The bear trend dominates
Unless there are clear bullish signs soon, gold is expected to fall again once resistance testing is complete. It established a lower swing high on December 12 (C), allowing it to follow a falling ABCD pattern (purple) within a falling parallel channel. Two weeks ago, gold completed a weekly bearish shooting star candlestick pattern, which led to the downside last week. Moreover, the bearish weekly signal was confirmed by last week’s closing price, lower than the previous bearish week. This week, gold trading will take place this week and it seems likely that it will end that way as volatility decreases during the holiday season.
20- and 50-day moving averages provide clues
Trend resistance is indicated by the convergence of the upper downtrend line and the 20-day MA, with the 20-day line currently at 2,643. Slightly higher is the 50-day MA trend indicator at 2,667. A sustained rise and a daily close would be needed above the 50-day line for the outlook to become more bullish. Of course, a sustained rise above the 20-day line would be an earlier sign of strengthening.

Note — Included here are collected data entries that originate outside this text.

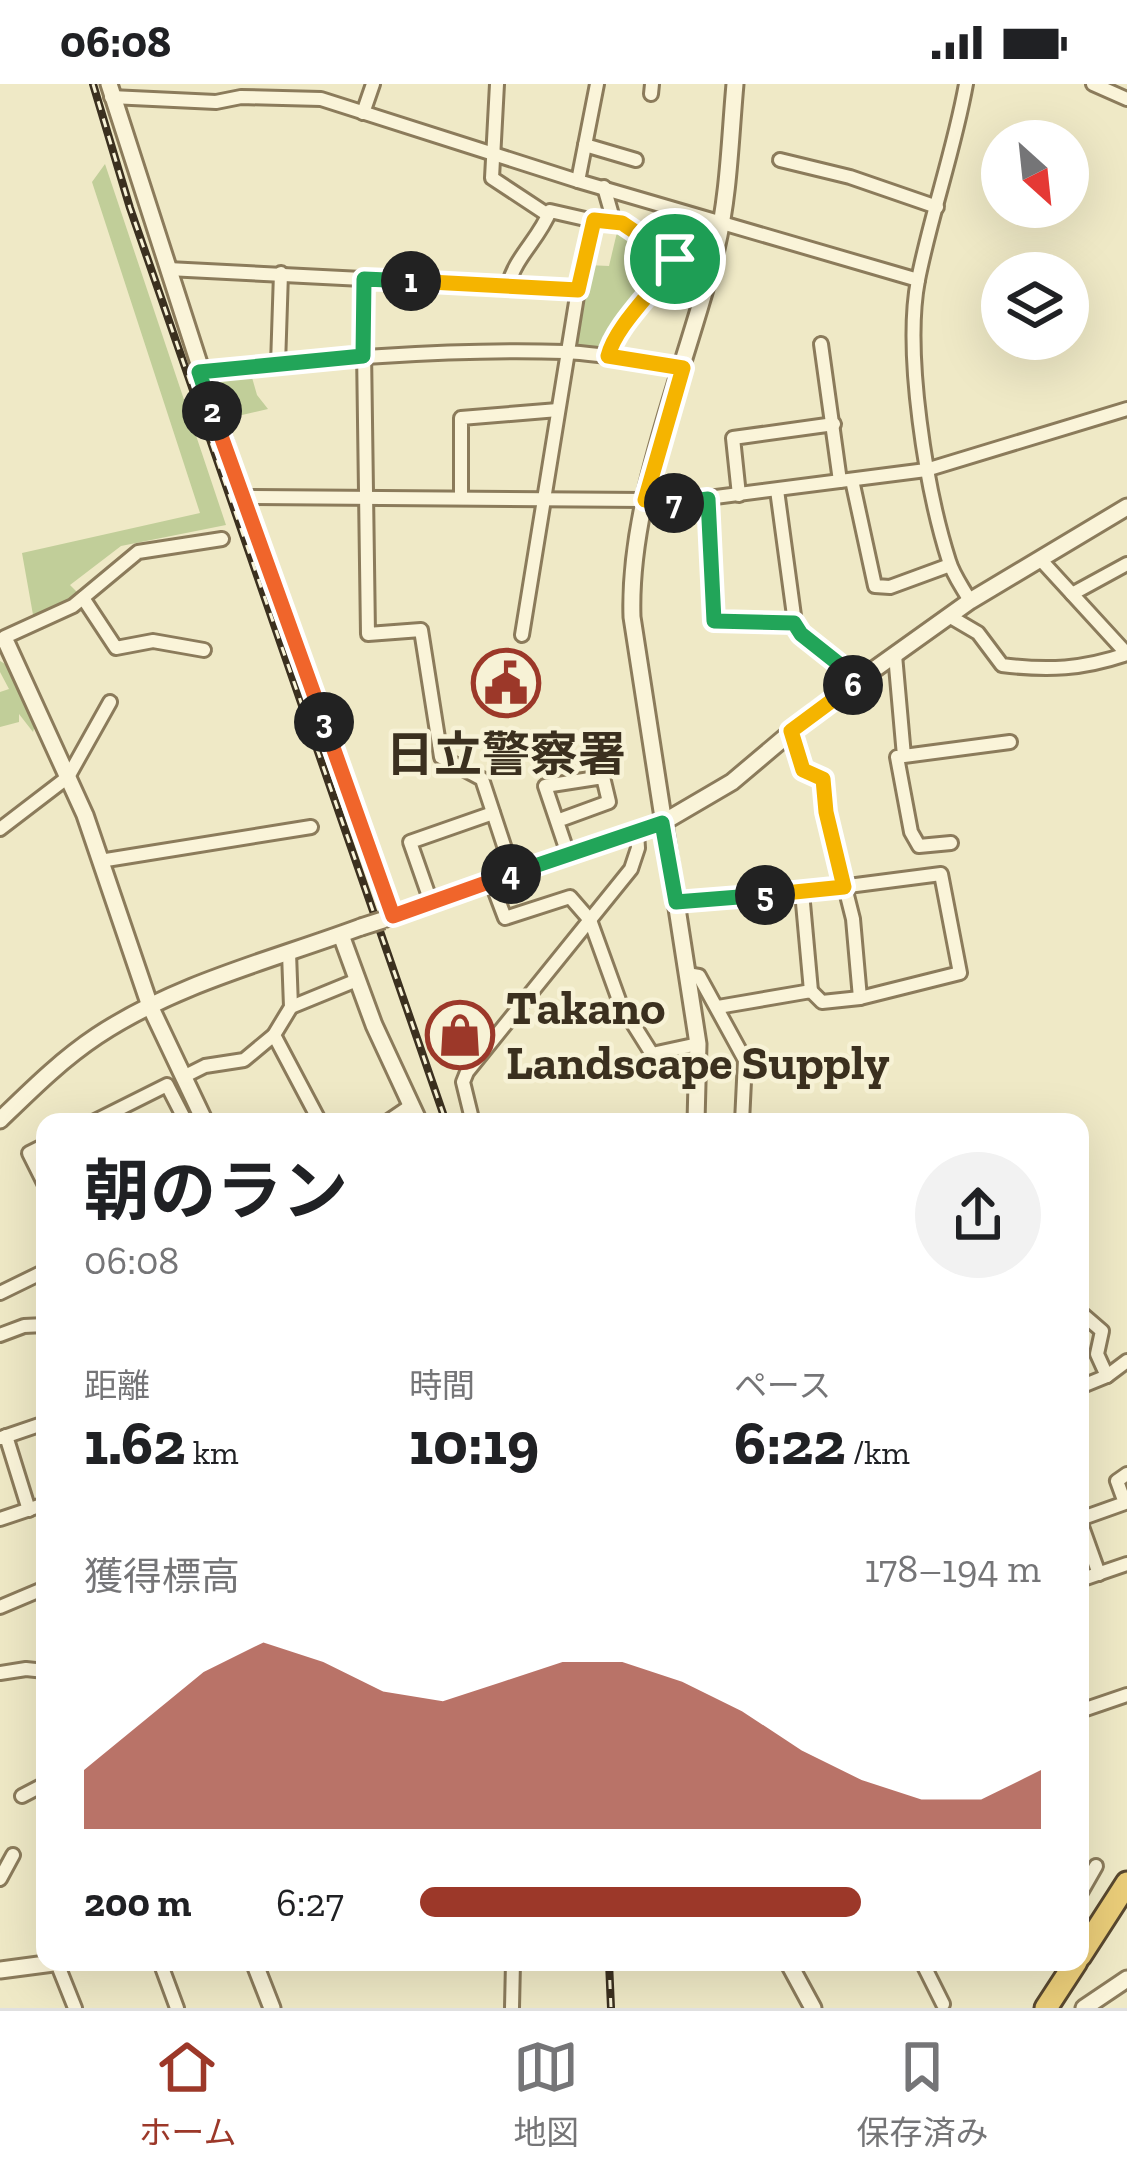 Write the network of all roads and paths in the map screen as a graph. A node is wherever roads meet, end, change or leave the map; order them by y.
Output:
1 (217, 84) edge
2 (373, 84) edge
3 (497, 84) edge
4 (597, 84) edge
5 (735, 84) edge
6 (966, 84) edge
7 (1093, 84) edge
8 (110, 91) edge
9 (1127, 99) edge
10 (216, 102) junction
11 (363, 113) junction
12 (585, 145) junction
13 (493, 154) junction
14 (636, 160) dead end
15 (780, 160) dead end
16 (578, 181) junction
17 (604, 187) junction
18 (937, 207) junction
19 (548, 215) junction
20 (594, 220) junction
21 (722, 221) junction
22 (614, 222) junction
23 (675, 259) junction
24 (168, 269) junction
25 (281, 273) junction
26 (708, 278) junction
27 (364, 279) junction
28 (918, 280) junction
29 (508, 286) junction
30 (578, 290) junction
31 (821, 344) dead end
32 (568, 352) junction
33 (363, 356) junction
34 (608, 356) junction
35 (278, 364) junction
36 (683, 368) junction
37 (199, 372) junction
38 (1127, 409) edge
39 (558, 410) junction
40 (833, 424) junction
41 (926, 470) junction
42 (846, 480) junction
43 (776, 490) junction
44 (739, 495) junction
45 (242, 497) junction
46 (365, 498) junction
47 (461, 498) junction
48 (546, 499) junction
49 (708, 499) junction
50 (645, 500) junction
51 (1127, 508) edge
52 (222, 538) dead end
53 (1040, 559) junction
54 (1127, 564) edge
55 (950, 565) junction
56 (1072, 594) junction
57 (83, 598) junction
58 (970, 601) junction
59 (949, 616) junction
60 (794, 623) junction
61 (521, 635) dead end
62 (7, 644) joint
63 (204, 650) dead end
64 (1127, 654) edge
65 (895, 655) junction
66 (859, 680) junction
67 (110, 703) dead end
68 (791, 731) junction
69 (1010, 742) dead end
70 (900, 757) junction
71 (881, 760) dead end
72 (68, 777) junction
73 (493, 813) junction
74 (557, 821) junction
75 (662, 823) junction
76 (310, 827) dead end
77 (0, 829) edge
78 (637, 832) junction
79 (951, 843) dead end
80 (568, 854) junction
81 (100, 861) junction
82 (513, 873) junction
83 (491, 881) junction
84 (844, 887) junction
85 (802, 892) junction
86 (431, 902) junction
87 (676, 902) junction
88 (388, 918) junction
89 (590, 920) junction
90 (341, 934) junction
91 (289, 953) junction
92 (687, 974) junction
93 (357, 980) junction
94 (811, 991) junction
95 (860, 998) junction
96 (150, 1006) junction
97 (291, 1007) junction
98 (718, 1007) junction
99 (274, 1035) junction
100 (698, 1044) junction
101 (183, 1077) junction
102 (412, 1105) junction
103 (111, 1113) edge
104 (181, 1113) edge
105 (201, 1113) edge
106 (315, 1113) edge
107 (400, 1113) edge
108 (415, 1113) edge
109 (471, 1113) edge
110 (696, 1113) edge
111 (742, 1113) edge
112 (0, 1120) edge
113 (36, 1275) edge
114 (0, 1293) edge
115 (1089, 1320) edge
116 (36, 1325) edge
117 (0, 1335) edge
118 (1127, 1361) edge
119 (1107, 1376) junction
120 (1089, 1383) edge
121 (36, 1426) edge
122 (3, 1437) edge
123 (1127, 1474) edge
124 (36, 1507) edge
125 (28, 1510) junction
126 (1089, 1517) edge
127 (0, 1520) edge
128 (1089, 1546) edge
129 (1127, 1564) edge
130 (1099, 1574) junction
131 (1089, 1577) edge
132 (36, 1592) edge
133 (0, 1607) edge
134 (0, 1652) edge
135 (36, 1671) edge
136 (4, 1672) edge
137 (1127, 1695) edge
138 (1089, 1708) edge
139 (36, 1789) edge
140 (22, 1796) dead end
141 (13, 1855) dead end
142 (1096, 1866) dead end
143 (1089, 1878) edge
144 (0, 1879) edge
145 (1127, 1883) edge
146 (1089, 1936) edge
147 (36, 1965) edge
148 (0, 1970) edge
149 (62, 1971) edge
150 (163, 1971) edge
151 (258, 1971) edge
152 (513, 1971) edge
153 (793, 1971) edge
154 (927, 1971) edge
155 (1067, 1971) edge
156 (1127, 1979) edge
157 (943, 2003) dead end
158 (75, 2008) edge
159 (177, 2008) edge
160 (272, 2008) edge
161 (512, 2008) edge
162 (813, 2008) edge
163 (1046, 2008) edge
164 (1084, 2008) edge

1 - 10 street
2 - 11 street
3 - 13 street
4 - 12 street
5 - 21 street
6 - 18 street
7 - 9 street
8 - 10 street
8 - 24 street
10 - 11 street
11 - 13 street
12 - 14 street
12 - 16 street
13 - 16 street
13 - 19 street
15 - 18 street
16 - 17 street
17 - 21 street
17 - 22 street
18 - 28 street
19 - 20 street
19 - 29 street
20 - 22 street
20 - 30 street
21 - 26 street
21 - 28 street
22 - 23 street
23 - 26 street
23 - 34 street
24 - 25 street
24 - 37 street
25 - 27 street
25 - 35 street
26 - 36 street
27 - 29 street
27 - 33 street
28 - 41 street
29 - 30 street
30 - 32 street
31 - 40 street
32 - 33 street
32 - 34 street
32 - 39 street
33 - 35 street
33 - 46 street
34 - 36 street
35 - 37 street
36 - 50 street
37 - 45 street
38 - 41 street
39 - 47 street
39 - 48 street
40 - 42 street
40 - 44 street
41 - 42 street
41 - 55 street
42 - 43 street
42 - 55 street
43 - 44 street
43 - 60 street
44 - 49 street
45 - 46 street
45 - 88 street
46 - 47 street
46 - 73 street
47 - 48 street
48 - 50 street
48 - 61 street
49 - 50 street
49 - 60 street
50 - 75 street
51 - 53 street
52 - 57 street
53 - 56 street
53 - 58 street
54 - 56 street
55 - 58 street
56 - 64 street
57 - 62 street
57 - 63 street
58 - 59 street
59 - 64 street
59 - 65 street
60 - 66 street
62 - 72 street
65 - 66 street
65 - 70 street
66 - 68 street
67 - 72 street
68 - 75 street
68 - 84 street
69 - 70 street
70 - 71 street
70 - 79 street
72 - 77 street
72 - 81 street
73 - 82 street
73 - 86 street
74 - 74 street
74 - 80 street
75 - 78 street
75 - 87 street
76 - 81 street
78 - 80 street
78 - 89 street
80 - 82 street
81 - 96 street
82 - 83 street
83 - 86 street
83 - 89 street
84 - 85 street
84 - 95 street
84 - 95 street
85 - 87 street
85 - 94 street
86 - 88 street
87 - 92 street
88 - 90 street, bridge
89 - 100 street
89 - 109 street
90 - 91 street
90 - 93 street
91 - 96 street
91 - 97 street
92 - 98 street
92 - 100 street
93 - 97 street
93 - 102 street
94 - 95 street
94 - 98 street
96 - 101 street
96 - 112 street
97 - 99 street
98 - 111 street
99 - 101 street
99 - 106 street
100 - 110 street
101 - 105 street
102 - 107 street
102 - 108 street
103 - 104 street
113 - 114 street
115 - 119 street
116 - 117 street
118 - 119 street
119 - 120 street
121 - 122 street
122 - 125 street
123 - 126 street
124 - 125 street
125 - 127 street
128 - 130 street
129 - 130 street
130 - 131 street
132 - 133 street
134 - 136 street
135 - 136 street
137 - 138 street
139 - 140 street
141 - 144 street
142 - 143 street
145 - 146 highway
147 - 148 street
149 - 158 street
150 - 159 street
151 - 160 street
152 - 161 street
153 - 162 street
154 - 157 street
155 - 163 highway
156 - 164 street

A new top trendline has been added to the chart in red, starting at the October peak (A) and connecting the recent swing high (C). It establishes a possible new decline angle for the descending channel and a dynamic resistance line, but only if gold rises above the 50-day MA. Until then, downward pressure will remain. Nevertheless, if gold can get and stay above the 20-day MA, the prospect of eventually testing lower support levels before the correction is over diminishes.
A drop below 2,582 is bearish
If gold falls below the recent swing low of 2,582, which actually successfully tested support around the 78.6% Fibonacci retracement of a small bounce, then a test of support around 2,532 becomes likely. And if that price area fails to hold support, gold could fall to the 2,477 target zone, which includes the 61.8% retracement at 2,473 and the completion of a descending ABCD pattern at 2,474.